Task to carry out>
May I have, exactly as written, the line containing "I need the junctions" and every line after it through the end of the listing below, and nothing else?

Records to process>

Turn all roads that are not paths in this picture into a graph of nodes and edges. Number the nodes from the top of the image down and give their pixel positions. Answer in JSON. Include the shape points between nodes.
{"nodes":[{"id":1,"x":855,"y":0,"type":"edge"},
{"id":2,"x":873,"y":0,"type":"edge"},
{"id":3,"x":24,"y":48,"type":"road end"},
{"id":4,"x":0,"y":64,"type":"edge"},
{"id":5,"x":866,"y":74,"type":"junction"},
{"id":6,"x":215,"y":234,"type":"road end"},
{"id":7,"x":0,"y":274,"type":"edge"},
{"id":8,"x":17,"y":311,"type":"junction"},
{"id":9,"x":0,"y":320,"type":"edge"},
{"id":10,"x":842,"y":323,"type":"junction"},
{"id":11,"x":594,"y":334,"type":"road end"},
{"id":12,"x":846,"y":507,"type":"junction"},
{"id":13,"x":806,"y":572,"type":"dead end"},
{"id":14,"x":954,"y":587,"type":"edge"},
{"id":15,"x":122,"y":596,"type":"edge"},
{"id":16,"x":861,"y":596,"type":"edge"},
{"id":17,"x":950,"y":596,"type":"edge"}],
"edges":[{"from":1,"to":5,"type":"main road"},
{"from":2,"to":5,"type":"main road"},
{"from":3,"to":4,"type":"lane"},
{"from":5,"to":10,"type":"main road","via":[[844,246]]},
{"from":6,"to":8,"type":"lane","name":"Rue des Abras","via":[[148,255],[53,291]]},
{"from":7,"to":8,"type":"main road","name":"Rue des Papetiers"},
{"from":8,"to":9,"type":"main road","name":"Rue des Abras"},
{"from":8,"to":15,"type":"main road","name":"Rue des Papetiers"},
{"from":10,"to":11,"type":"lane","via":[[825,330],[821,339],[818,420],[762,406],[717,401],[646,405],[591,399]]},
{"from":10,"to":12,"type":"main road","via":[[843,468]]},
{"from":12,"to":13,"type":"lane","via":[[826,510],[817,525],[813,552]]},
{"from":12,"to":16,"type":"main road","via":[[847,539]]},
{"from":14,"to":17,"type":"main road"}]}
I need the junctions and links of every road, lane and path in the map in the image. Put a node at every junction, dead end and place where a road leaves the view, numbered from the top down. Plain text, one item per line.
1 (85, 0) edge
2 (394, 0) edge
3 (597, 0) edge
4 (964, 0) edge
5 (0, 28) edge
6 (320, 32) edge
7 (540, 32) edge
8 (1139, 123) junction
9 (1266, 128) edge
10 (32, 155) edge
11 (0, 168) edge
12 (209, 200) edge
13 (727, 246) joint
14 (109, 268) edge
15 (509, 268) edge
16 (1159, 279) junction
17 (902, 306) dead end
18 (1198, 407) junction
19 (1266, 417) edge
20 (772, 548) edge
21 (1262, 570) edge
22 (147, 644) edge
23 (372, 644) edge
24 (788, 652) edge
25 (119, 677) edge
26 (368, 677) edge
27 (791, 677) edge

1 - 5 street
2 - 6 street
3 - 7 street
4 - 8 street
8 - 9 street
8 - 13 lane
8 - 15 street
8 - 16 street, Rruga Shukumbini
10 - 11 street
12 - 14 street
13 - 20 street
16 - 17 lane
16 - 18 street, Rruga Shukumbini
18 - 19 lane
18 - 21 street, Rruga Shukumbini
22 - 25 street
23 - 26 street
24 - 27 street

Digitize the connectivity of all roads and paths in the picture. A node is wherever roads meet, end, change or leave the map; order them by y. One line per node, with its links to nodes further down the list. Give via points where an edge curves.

Response box>
I need the junctions and links of every road, lane and path in the map in the image. Put a node at every junction, dead end and place where a road leaves the view, numbered from the top down. Plain text, one item per line.
1 (85, 0) edge
2 (394, 0) edge
3 (597, 0) edge
4 (964, 0) edge
5 (0, 28) edge
6 (320, 32) edge
7 (540, 32) edge
8 (1139, 123) junction
9 (1266, 128) edge
10 (32, 155) edge
11 (0, 168) edge
12 (209, 200) edge
13 (727, 246) joint
14 (109, 268) edge
15 (509, 268) edge
16 (1159, 279) junction
17 (902, 306) dead end
18 (1198, 407) junction
19 (1266, 417) edge
20 (772, 548) edge
21 (1262, 570) edge
22 (147, 644) edge
23 (372, 644) edge
24 (788, 652) edge
25 (119, 677) edge
26 (368, 677) edge
27 (791, 677) edge

1 - 5 street
2 - 6 street
3 - 7 street
4 - 8 street
8 - 9 street
8 - 13 lane
8 - 15 street
8 - 16 street, Rruga Shukumbini
10 - 11 street
12 - 14 street
13 - 20 street
16 - 17 lane
16 - 18 street, Rruga Shukumbini
18 - 19 lane
18 - 21 street, Rruga Shukumbini
22 - 25 street
23 - 26 street
24 - 27 street

Digitize the connectivity of all roads and paths in the picture. A node is wherever roads meet, end, change or leave the map; order them by y. One line per node, with its links to nodes further down the list. Give via points where an edge curves.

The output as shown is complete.